My past is littered with failed relationships – romantic and friendships. A marriage to an amazing woman fell apart and countless friendships went by the wayside because I was not in a good head space. I was not as engaged in the relationships as I should have been and they broke down. I stopped doing the little things that make any relationship work. One could say I didn’t put in the effort required to make them work.
Now that I have a better grasp on who I am, I know what I want and I have been working hard to get healthy. This has required me to try harder than ever before in all areas of life…including relationships.
But here is the lesson I have learned – trying harder in relationships doesn’t always work.
I am not talking about say two people who are in relationship and want the same thing. You can try harder to be a better man or woman and save a relationship. If both people are on the same page and want the same from the relationship, working together and trying harder can save the relationship without question. All relationships require some work to be successful.
But if the other person is not thinking the same way or wanting the same type of relationship, you can try as hard as you want to make a relationship work, it won’t matter. If anything, trying harder will only make it worse.
At some point, if you get the feeling that the other person is not on the same page as you, accept that and walk away. You might not have to let go completely, but surrender to the fact that maybe it just isn’t meant to be the way you wanted it to be. By pushing too hard, you are probably going to just end up pushing that person away.
Trust that things will work out how they are meant to work out.
This is something I have just recently come to realize. This is just one example. I have a friend whom I care about a great deal. She has helped me this past year in more ways than I can articulate. A good portion of my who I am today is because of her and the time spent getting to know her. Who she is as a person, the way she conducts herself and just the general level of positive energy she gives off really has had an amazing impact on me.
In return, I have tried so hard to be the best friend that I could be. Regrettably, during the process I have tried way too hard. My actions and various things I have said, were too much and complicated everything. My hope was that our relationship could be one of those deeper connections that people have with each other that isn’t romantic.
We have had our ups and downs since we met. During the times when things haven’t been as great, my thinking process was always, “well you just have to try harder like you have been doing with your health and work and things will get back to a good place”. Not the best way to approach it.

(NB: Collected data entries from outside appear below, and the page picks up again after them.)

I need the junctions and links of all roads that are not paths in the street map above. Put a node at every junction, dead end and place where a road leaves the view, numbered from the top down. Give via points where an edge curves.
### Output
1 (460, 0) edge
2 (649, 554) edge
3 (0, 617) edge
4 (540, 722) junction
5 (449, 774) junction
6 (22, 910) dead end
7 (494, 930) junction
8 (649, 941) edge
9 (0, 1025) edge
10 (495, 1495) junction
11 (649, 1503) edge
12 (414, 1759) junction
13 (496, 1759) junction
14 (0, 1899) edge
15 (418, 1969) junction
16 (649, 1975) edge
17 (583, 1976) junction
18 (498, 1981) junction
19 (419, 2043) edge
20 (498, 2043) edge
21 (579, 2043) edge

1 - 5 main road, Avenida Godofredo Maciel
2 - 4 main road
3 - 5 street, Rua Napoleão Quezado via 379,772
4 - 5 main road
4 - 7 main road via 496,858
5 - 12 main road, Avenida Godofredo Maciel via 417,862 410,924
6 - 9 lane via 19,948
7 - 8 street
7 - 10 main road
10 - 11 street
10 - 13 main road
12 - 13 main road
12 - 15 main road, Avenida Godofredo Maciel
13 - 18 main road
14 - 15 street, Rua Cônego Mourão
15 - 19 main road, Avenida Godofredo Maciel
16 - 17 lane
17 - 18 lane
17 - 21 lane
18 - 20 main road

By showing how much I cared and trying so hard, I figured she would want that same type of relationship with me. My actions and then subsequent conversations to try and clarify them have lead to misunderstandings which unfortunately only stressed the relationship. I have accepted that the relationship might not be what I envisioned, but I have learned a great lesson and I am blessed to have met her.
In the end, I know understand that trying harder won’t always work. Even with my failed marriage, “trying harder” probably wouldn’t have made a difference as by the end we weren’t on the same page. We have to accept that not everyone wants the same as what we want. Sometimes you just need to go with the flow and accept things for how they are.
Just be you.
I have never been one to need a lot of friends. I like my alone time (or time with a significant other) and don’t want to be going out all the time to do things with friends. My preference is a few friends that I form deep connections with and enjoy my time with them. Some people may want the same and you will have an amazing relationship/friendship and others may just want to be normal friends.
I’m not going to change who I am as a person. I will ALWAYS offer to do anything for a friend I care about. I will treat them to unexpected gifts, dinners or whatever. If I care about you, you will never have to question it because I will always show it or voice it. I just need to scale back at times and trust that everything will work out for the better.
Accept a relationship for what it is and don’t try to force anything. If you do, you may find yourself pushing away everyone.